The Hallwyl Reliquary
Amanda Mikolic Curatorial Assistant, Medieval Art
Hallwyl Reliquary before 1470; base, 1470. France, Strasbourg. Base by Mathias Frischmut. Crucifixion group: raised, cast, engraved, punched, and chased gold, with diamonds and a ruby; shrine: raised, cast, engraved, cut, and gilded silver, with opaque champlevé enamel, a sapphire, and a sardonyx cameo; base: gilt lindenwood; h. 58.7 cm. On loan from the Historisches Museum Basel, 1882.83
The Cleveland Museum of Art’s Portable Altar of Countess Gertrude is currently featured in a major exhibition at the Historisches Museum Basel in Switzerland. In exchange, that museum has graciously agreed to lend to Cleveland the Hallwyl Reliquary, a masterpiece of medieval goldsmithery, on view in gallery 109 until February 2020.

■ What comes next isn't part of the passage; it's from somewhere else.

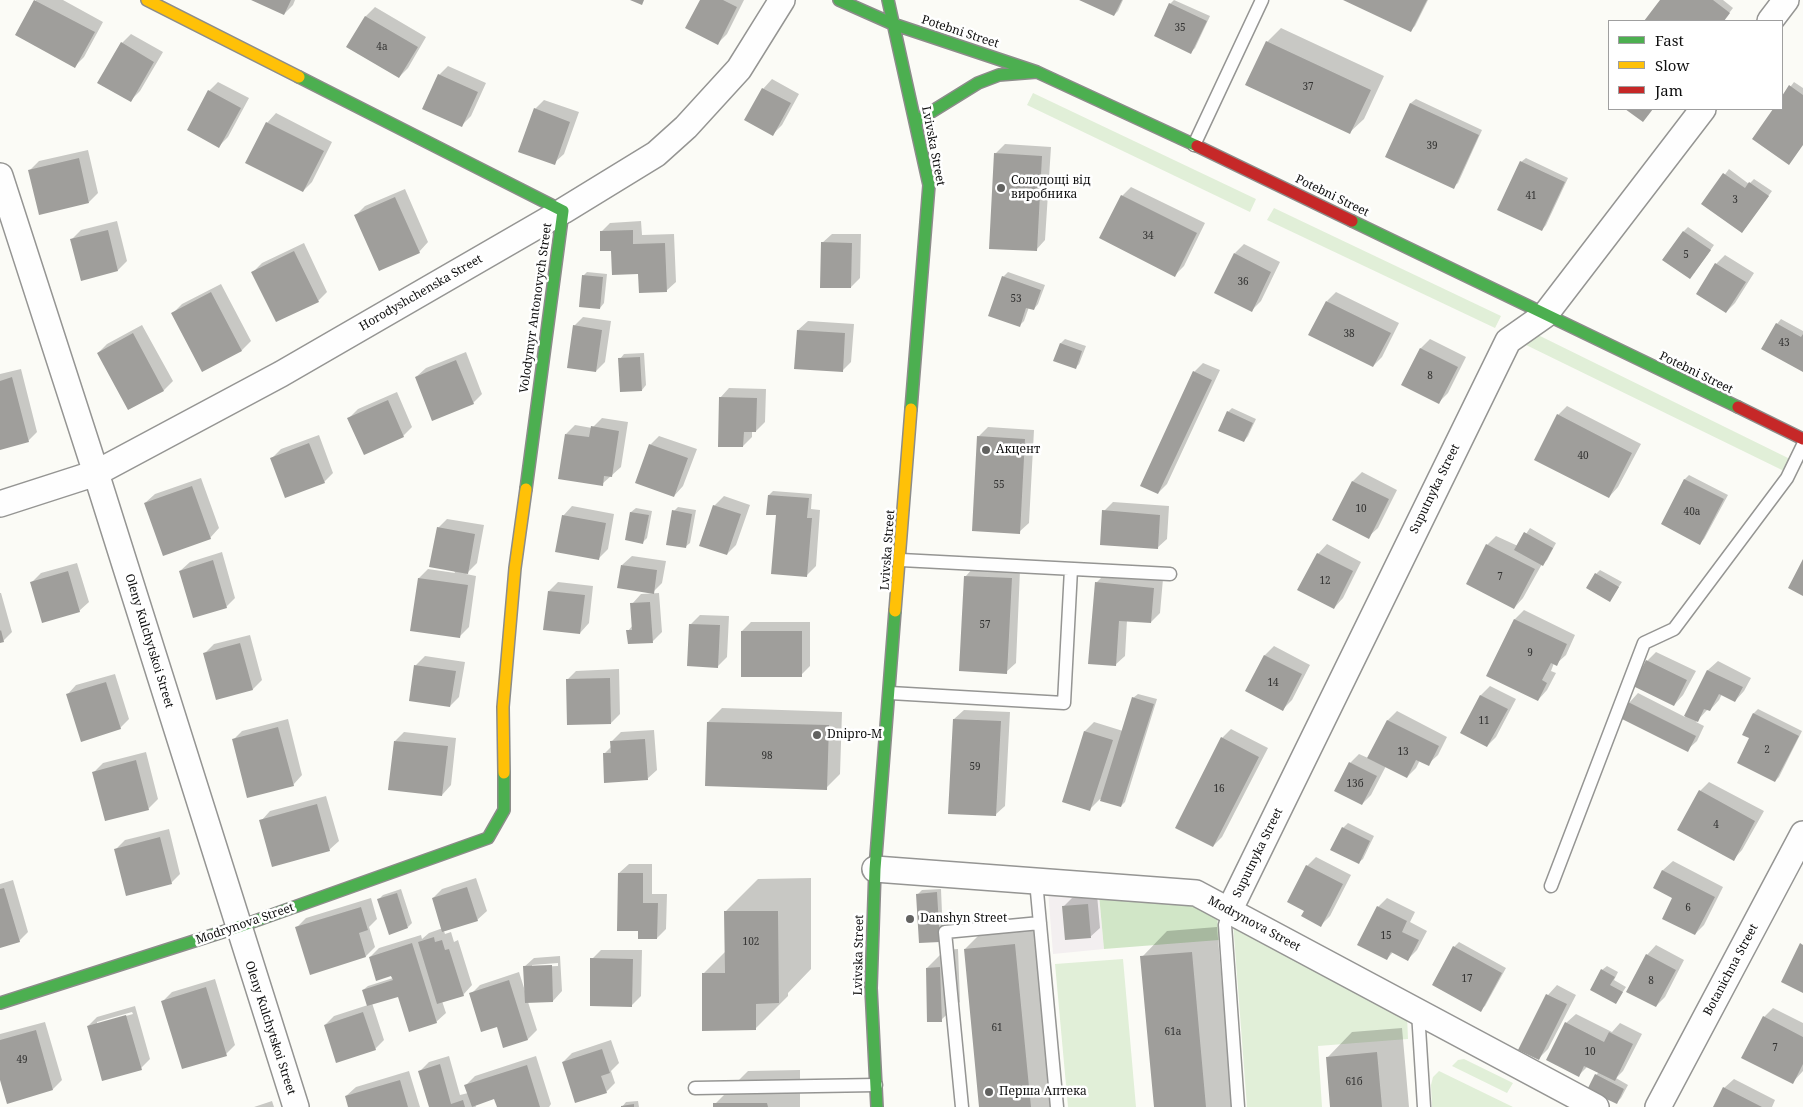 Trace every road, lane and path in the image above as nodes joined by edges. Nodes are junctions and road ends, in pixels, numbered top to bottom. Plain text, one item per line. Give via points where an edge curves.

The reliquary originally belonged to the Treasury of Basel Cathedral, which has a long, violent history. Taking more than five centuries to develop, the remarkable collection includes liturgical objects such as patens, plates, censers, chalices, and ewers. The majority, however, consists of reliquaries, precious containers used to hold the physical remains of a holy person or site. The objects in the treasury are made of gold and silver and often encrusted with gems and enamels, since only the finest materials were suitable for celebrating God. The treasury’s wealth represented the power and status of the church and its donors while serving as a source of civic pride.
In February 1529 the treasury faced one of its greatest threats: the Reformation. More than 200 armed citizens stormed the cathedral, wreaking destruction upon everything considered idolatrous; not a single wood sculpture or painted panel survived. Remarkably the objects from the treasury escaped unscathed, having been locked away on an upper floor. This was only a temporary reprieve; the treasury faced its next greatest crisis in the early 1800s when a civil war ravaged the city. As a result, many of the objects in the treasury were dispersed and sold, more than half eventually finding a home in the Historisches Museum Basel. The rest were spread among collections around the world or lost.
One of the treasury’s finest sculptural works is the Hallwyl Reliquary, named after the family whose coat of arms appears twice on the shields affixed to the front. One represents Rudolf V von Hallwyl (before 1405–1473), from whom the cathedral acquired the shrine in 1480. Although the second shield may have been added purely for reasons of symmetry, it is believed to represent another member of the family. Originally attributed to Rudolf’s wife, it is more likely that of his cousin, the knight Thüring III von Hallwyl (1427–1469), whose death may have incited the sale of the reliquary to the cathedral to satisfy his debts.
Crowning the top of the reliquary is a scene of the Crucifixion wrought from gold. Flanking the figure of the crucified Christ are the Virgin Mary, who turns her grief-stricken face toward her son, and Saint John the Evangelist, who turns away, his hands folded in prayer. The nails in Christ’s hands and feet are marked with polished diamonds and the wound in his side with a ruby. The naturalistic treatment of the wooden cross stylistically links the reliquary to artists working in Strasbourg; for instance, the sawed-off ends are smooth in comparison to the rough, textured bark. At the base is an antique cameo with a recumbent lion, understood to represent Christ and the Resurrection. Above Christ’s head the traditional inscription identifying Jesus as King of the Jews, INRI, is rendered in Hebrew, Greek, and Latin.
This scene is attached to a gilded-silver shrine, the finest of the three in the treasury. It was made to resemble a miniature gothic building, complete with lancet windows, pinnacles, and buttresses; atop the four corners are angels holding incense burners and candles. A trap door at the bottom was used to access the relics that were once inside. Records indicate it held ampullas, or small containers, of Holy Blood, which were shown on feast days. Although the identity of the artist is unknown, there is no doubt as to the shrine’s origin, as the base features punch marks specific to a guild of goldsmiths active in Strasbourg.
To better display this treasure on the high altar of the cathedral, a gilded lindenwood base was fashioned in 1470, shortly after the reliquary shrine was completed. Archival records identify the woodworker as Mathias Frischmut, who was employed at the cathedral from 1470 to 1479. The base’s openwork panels mimic the gothic tracery seen on the shrine above. On each corner and in the front are niches that once held small figures, now lost.
Inventories from prominent European cathedrals help confirm the staggering wealth such treasuries once contained but then lost as they were pillaged during wars and revolutions, their materials cannibalized and sold to finance wars, feed populations, or rebuild towns. Escaping destruction during the Reformation and avoiding auction after Basel’s civil war, the Hallwyl Reliquary is a truly remarkable story of survival.